I was thinking continuity is only important because samples can be close. Think of taking one billion samples from a distribution of the even naturals from 0 to 10^10^10. You wouldn't be surprised that the largest was more than 1 because you would have to get two from the same bin. But over that range, even with a continuous distribution you would expect the gap from the top to the second to be >1. –  Ross Millikan Mar 3 '11 at 16:24

6 Answers 6

A quick heuristic attempt at this: first, standard results on order statistics tell us that if we take $n$ samples from any distribution, with CDF $F$, the $k$th shortest person out of $n$ will typically have height around $F^{-1}(k/(n+1))$.

So fix $\mu = 0$ and $\sigma = 1$. Then we expect the height of the tallest out of $n-1$ people to be around $\Phi^{-1}(1-1/n)$, and the height of the second tallest to be around $\Phi^{-1}(1-2/n)$, where $\Phi$ is the standard normal CDF. The question, then, is what happens to $\Phi^{-1}(1-1/n)-\Phi^{-1}(1-2/n)$ as $n$ gets large.

Now, it's a standard estimate that for large $z$, $1-\Phi(z) \approx \phi(z)/z$, where $\phi(z) = e^{-z^2/2}/\sqrt{2\pi}$ is the standard normal PDF. So let $\epsilon = 1-\Phi(z)$; then we get $\epsilon \approx \phi(z)/z$. Inverting gives the approximation

$$\Phi^{-1}(1-\epsilon) \approx W\left( {1 \over 2\epsilon^2 \pi} \right)^{1/2}$$,

where $W$ is the Lambert $W$ function, the inverse of $x \rightarrow xe^x$. In particular, if $\epsilon = 1/n$, then we have

$$\Phi^{-1}(1-1/n) \approx W \left( {n^2 \over 2 \pi} \right)^{1/2}$$.

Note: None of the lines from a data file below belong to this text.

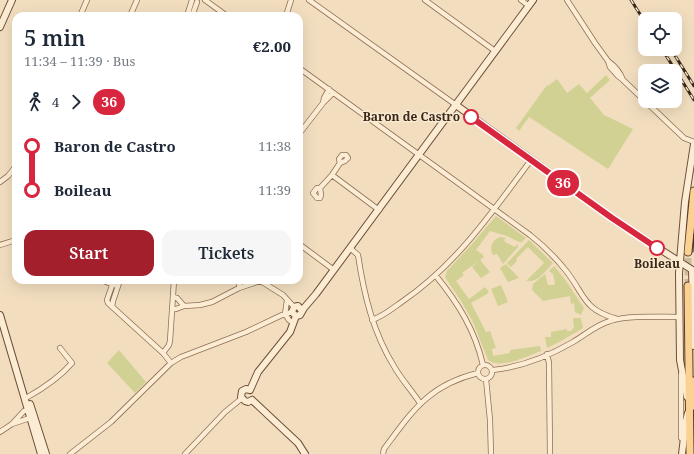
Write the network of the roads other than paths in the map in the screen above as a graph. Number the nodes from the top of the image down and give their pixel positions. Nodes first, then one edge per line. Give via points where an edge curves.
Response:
1 (12, 0) edge
2 (87, 0) edge
3 (137, 0) edge
4 (198, 0) edge
5 (291, 0) edge
6 (309, 0) edge
7 (425, 0) edge
8 (521, 0) edge
9 (533, 0) edge
10 (567, 0) edge
11 (529, 6) junction
12 (82, 12) edge
13 (132, 12) edge
14 (190, 12) edge
15 (194, 12) edge
16 (220, 12) edge
17 (287, 12) edge
18 (0, 27) edge
19 (495, 51) junction
20 (303, 71) edge
21 (329, 89) junction
22 (333, 92) junction
23 (323, 103) junction
24 (456, 105) junction
25 (303, 129) edge
26 (694, 143) edge
27 (420, 155) junction
28 (531, 160) junction
29 (340, 163) dead end
30 (12, 171) edge
31 (332, 175) junction
32 (0, 182) edge
33 (320, 188) dead end
34 (694, 191) edge
35 (379, 210) junction
36 (495, 210) junction
37 (12, 241) edge
38 (0, 245) edge
39 (303, 247) edge
40 (350, 249) junction
41 (688, 252) tunnel mouth
42 (680, 262) junction
43 (334, 270) junction
44 (693, 270) edge
45 (436, 276) junction
46 (112, 284) edge
47 (116, 284) edge
48 (174, 284) edge
49 (240, 284) edge
50 (250, 284) edge
51 (266, 284) edge
52 (118, 286) joint
53 (688, 286) tunnel mouth
54 (239, 288) junction
55 (173, 297) junction
56 (287, 300) junction
57 (184, 306) junction
58 (112, 307) junction
59 (172, 309) junction
60 (296, 311) junction
61 (285, 314) junction
62 (0, 316) edge
63 (679, 317) junction
64 (608, 319) junction
65 (372, 320) junction
66 (293, 323) junction
67 (2, 326) edge
68 (694, 346) edge
69 (60, 348) dead end
70 (163, 353) junction
71 (547, 354) junction
72 (680, 360) junction
73 (171, 363) junction
74 (484, 365) junction
75 (493, 370) junction
76 (478, 373) junction
77 (486, 379) junction
78 (694, 381) edge
79 (22, 390) junction
80 (250, 390) junction
81 (26, 398) junction
82 (242, 399) junction
83 (252, 400) junction
84 (420, 402) junction
85 (690, 407) edge
86 (31, 414) junction
87 (12, 424) junction
88 (0, 432) edge
89 (684, 440) junction
90 (41, 454) edge
91 (46, 454) edge
92 (70, 454) edge
93 (185, 454) edge
94 (305, 454) edge
95 (383, 454) edge
96 (491, 454) edge
97 (550, 454) edge
98 (682, 454) edge
99 (690, 454) edge

1 - 18 street
2 - 12 street
3 - 13 street
4 - 14 street
4 - 15 street
4 - 16 street
5 - 17 street
6 - 24 street
7 - 19 street
8 - 11 street
9 - 11 street
10 - 26 street via 610,67 684,138
11 - 19 street
19 - 24 street
20 - 21 street
21 - 22 street
21 - 23 street
22 - 23 street
22 - 27 street
23 - 25 street
24 - 27 street
24 - 28 street
26 - 42 street via 685,202
27 - 35 street
27 - 36 street
28 - 36 street
28 - 42 street via 616,222
29 - 31 street
30 - 32 street
31 - 33 street
31 - 35 street
34 - 41 main road
35 - 40 street
36 - 45 street
36 - 64 street via 540,242 566,271 589,305
37 - 38 street
39 - 43 street
40 - 43 street
40 - 65 street via 358,255
42 - 44 street
42 - 63 street
43 - 60 street via 311,300
44 - 68 street
45 - 65 street via 381,317
45 - 74 street via 451,294 469,324
46 - 58 street via 107,302
47 - 52 street
48 - 55 street
49 - 54 street
50 - 54 street
51 - 56 street
52 - 58 street
53 - 85 main road
54 - 57 street via 212,302
55 - 57 street
55 - 59 street
56 - 60 street
56 - 61 street
57 - 59 street
58 - 70 street
59 - 70 street via 170,342
60 - 61 street
60 - 66 street
61 - 66 street
61 - 73 street
62 - 67 street
63 - 64 street
63 - 72 street
64 - 71 street via 571,343
65 - 84 street via 394,367
66 - 80 street via 290,332 258,372
67 - 79 street
69 - 81 street via 72,363 52,382
70 - 73 street
71 - 75 street via 518,365
71 - 97 street
72 - 85 street
72 - 89 street via 681,438
73 - 92 street via 111,422
74 - 75 street via 489,365
74 - 76 street via 479,368
75 - 77 street via 491,376
76 - 77 street via 481,378
76 - 84 street via 454,381
77 - 96 street
78 - 85 main road
79 - 81 street
79 - 86 street
80 - 82 street via 242,391
80 - 83 street via 253,394
81 - 86 street
82 - 83 street via 246,402
82 - 93 street via 225,412
83 - 94 street via 298,443
84 - 95 street via 384,448
85 - 89 street
85 - 99 main road
86 - 87 street
86 - 87 street via 20,415
86 - 90 street
86 - 91 street
87 - 88 street
89 - 98 street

So finally the question becomes, what happens to

$$ W\left( {4n^2 \over 2 \pi} \right)^{1/2} - W\left( {n^2 \over 2\pi} \right)^{1/2} $$

as $n$ gets large? It appears that this goes to zero as $n$ gets large; that is, smaller gaps are expected between the smallest and second smallest entries in larger samples from the normal distribution. So (2) is more surprising.

That being said, I've thrown out a lot here, but I'm guessing that this captures the correct asymptotics.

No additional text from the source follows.